Top of Provided data

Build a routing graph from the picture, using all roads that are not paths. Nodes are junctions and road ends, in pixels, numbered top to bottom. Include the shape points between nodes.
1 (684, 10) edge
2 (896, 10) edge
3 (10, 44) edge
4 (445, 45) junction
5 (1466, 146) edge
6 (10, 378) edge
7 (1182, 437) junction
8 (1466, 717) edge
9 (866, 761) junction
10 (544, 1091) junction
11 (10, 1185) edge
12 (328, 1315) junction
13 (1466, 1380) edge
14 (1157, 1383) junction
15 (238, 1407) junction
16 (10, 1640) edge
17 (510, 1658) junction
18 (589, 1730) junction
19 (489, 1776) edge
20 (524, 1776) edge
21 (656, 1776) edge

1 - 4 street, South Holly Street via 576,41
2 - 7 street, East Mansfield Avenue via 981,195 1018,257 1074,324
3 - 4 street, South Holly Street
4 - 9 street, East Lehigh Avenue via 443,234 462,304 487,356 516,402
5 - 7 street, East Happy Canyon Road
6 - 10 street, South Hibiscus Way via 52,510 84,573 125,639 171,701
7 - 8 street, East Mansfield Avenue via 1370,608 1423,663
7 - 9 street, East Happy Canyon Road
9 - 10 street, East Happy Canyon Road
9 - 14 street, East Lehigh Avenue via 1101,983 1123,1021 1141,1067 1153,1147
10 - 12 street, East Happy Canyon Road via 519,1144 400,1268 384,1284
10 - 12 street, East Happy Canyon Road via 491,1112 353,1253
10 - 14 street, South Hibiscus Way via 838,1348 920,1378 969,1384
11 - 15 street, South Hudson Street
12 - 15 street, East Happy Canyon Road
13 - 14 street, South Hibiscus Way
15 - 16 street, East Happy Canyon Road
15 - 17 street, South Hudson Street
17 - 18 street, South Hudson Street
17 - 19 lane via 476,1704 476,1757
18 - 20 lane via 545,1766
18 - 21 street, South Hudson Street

Bottom of Provided data

**Exercise**
Scan the entries for the word "Hibiscus". Report each line that has it.

**Reply**
6 - 10 street, South Hibiscus Way via 52,510 84,573 125,639 171,701
10 - 14 street, South Hibiscus Way via 838,1348 920,1378 969,1384
13 - 14 street, South Hibiscus Way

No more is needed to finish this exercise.